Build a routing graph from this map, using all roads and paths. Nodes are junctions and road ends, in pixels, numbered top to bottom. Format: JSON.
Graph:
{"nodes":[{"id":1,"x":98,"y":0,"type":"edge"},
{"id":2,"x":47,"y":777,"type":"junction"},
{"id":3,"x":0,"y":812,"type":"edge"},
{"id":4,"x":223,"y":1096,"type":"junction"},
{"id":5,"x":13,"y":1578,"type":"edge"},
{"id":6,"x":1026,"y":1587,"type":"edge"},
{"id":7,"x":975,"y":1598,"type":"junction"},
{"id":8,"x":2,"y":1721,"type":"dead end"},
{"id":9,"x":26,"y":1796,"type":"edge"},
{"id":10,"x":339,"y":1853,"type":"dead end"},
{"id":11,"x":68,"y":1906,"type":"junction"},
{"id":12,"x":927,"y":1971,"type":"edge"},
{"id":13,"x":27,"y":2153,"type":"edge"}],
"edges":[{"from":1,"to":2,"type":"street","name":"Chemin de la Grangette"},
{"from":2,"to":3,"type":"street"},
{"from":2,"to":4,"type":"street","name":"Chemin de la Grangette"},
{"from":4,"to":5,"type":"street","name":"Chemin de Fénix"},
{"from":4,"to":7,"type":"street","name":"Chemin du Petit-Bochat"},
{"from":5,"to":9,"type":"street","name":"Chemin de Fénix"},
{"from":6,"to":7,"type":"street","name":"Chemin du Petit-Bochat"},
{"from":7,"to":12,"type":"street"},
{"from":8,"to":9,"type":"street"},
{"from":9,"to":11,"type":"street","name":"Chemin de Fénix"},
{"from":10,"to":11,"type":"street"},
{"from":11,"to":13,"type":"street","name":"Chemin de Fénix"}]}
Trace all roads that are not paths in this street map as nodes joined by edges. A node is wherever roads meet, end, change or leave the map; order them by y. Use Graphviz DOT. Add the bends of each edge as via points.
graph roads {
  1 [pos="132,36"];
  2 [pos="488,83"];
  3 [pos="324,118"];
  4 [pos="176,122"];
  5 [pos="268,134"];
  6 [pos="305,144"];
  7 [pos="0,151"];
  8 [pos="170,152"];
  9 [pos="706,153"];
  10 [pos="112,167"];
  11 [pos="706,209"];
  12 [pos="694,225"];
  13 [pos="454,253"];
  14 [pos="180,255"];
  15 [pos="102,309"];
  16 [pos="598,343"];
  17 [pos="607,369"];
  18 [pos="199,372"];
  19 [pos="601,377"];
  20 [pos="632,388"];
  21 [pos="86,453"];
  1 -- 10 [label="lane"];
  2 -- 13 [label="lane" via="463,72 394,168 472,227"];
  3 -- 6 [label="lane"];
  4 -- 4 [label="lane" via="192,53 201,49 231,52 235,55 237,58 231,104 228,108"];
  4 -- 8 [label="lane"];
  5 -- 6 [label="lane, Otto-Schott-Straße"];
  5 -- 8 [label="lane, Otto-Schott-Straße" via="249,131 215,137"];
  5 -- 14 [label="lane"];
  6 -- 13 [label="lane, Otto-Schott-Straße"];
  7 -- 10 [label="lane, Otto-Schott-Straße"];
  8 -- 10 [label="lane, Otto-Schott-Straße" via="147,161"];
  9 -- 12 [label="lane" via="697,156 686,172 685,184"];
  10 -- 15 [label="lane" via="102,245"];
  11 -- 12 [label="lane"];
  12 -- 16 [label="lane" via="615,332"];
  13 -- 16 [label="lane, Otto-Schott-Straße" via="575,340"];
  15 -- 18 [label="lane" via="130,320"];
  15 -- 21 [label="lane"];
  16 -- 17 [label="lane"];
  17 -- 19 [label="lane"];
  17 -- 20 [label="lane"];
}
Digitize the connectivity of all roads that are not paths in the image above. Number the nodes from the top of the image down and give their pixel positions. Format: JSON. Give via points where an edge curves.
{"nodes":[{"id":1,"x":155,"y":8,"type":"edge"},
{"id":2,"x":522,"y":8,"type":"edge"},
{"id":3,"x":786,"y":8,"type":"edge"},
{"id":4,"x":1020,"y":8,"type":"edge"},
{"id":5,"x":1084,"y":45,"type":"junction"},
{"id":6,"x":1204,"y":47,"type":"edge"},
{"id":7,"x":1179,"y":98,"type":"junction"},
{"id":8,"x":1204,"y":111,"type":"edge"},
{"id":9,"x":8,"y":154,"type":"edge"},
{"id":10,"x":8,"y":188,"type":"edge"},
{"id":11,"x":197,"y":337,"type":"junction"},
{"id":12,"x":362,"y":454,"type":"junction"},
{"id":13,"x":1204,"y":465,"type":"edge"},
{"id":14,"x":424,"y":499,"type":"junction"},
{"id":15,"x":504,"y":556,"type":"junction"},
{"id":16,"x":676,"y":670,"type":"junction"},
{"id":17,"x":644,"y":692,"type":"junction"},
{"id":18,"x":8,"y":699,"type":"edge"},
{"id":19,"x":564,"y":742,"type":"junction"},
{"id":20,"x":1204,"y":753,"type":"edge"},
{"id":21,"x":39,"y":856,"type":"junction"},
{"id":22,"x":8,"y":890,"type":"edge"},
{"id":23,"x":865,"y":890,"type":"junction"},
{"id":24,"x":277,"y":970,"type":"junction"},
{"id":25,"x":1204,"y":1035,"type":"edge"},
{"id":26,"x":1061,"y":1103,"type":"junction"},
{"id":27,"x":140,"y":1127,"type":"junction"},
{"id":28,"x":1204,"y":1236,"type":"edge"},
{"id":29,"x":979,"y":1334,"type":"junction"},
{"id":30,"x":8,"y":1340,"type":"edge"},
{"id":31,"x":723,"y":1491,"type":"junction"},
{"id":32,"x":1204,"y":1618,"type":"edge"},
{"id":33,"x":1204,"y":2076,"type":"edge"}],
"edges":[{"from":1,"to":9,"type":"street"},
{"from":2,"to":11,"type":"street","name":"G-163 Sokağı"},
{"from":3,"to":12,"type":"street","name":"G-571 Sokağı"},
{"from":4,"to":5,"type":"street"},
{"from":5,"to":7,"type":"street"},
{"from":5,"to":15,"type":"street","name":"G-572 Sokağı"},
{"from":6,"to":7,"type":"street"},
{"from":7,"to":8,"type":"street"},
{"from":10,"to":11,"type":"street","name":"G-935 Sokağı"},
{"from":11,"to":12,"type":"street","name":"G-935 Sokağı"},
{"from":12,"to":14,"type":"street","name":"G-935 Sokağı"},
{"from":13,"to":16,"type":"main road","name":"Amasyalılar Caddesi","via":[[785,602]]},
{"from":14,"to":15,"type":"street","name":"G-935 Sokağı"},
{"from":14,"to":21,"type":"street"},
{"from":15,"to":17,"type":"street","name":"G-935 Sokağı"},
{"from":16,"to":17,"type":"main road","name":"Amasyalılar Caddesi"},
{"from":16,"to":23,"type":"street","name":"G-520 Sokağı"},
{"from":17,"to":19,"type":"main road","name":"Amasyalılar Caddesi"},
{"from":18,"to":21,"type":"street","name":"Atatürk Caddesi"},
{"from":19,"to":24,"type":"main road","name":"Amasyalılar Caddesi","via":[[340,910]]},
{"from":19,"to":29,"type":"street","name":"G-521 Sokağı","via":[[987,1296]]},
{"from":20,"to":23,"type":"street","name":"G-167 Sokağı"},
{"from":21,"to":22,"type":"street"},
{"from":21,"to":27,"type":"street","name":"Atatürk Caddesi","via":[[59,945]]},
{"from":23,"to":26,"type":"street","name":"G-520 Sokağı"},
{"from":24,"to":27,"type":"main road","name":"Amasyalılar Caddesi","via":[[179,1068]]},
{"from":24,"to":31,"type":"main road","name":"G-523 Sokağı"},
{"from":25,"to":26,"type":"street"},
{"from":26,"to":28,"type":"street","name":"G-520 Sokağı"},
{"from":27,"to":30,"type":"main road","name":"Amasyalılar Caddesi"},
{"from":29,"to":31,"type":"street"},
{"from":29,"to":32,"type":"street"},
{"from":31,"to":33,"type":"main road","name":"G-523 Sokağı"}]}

======

▶ [Exercise brief] Note which lines carry the word "Bochat" in the material, then copy each of them.

▶ [Result of the exercise]
{"from":4,"to":7,"type":"street","name":"Chemin du Petit-Bochat"},
{"from":6,"to":7,"type":"street","name":"Chemin du Petit-Bochat"},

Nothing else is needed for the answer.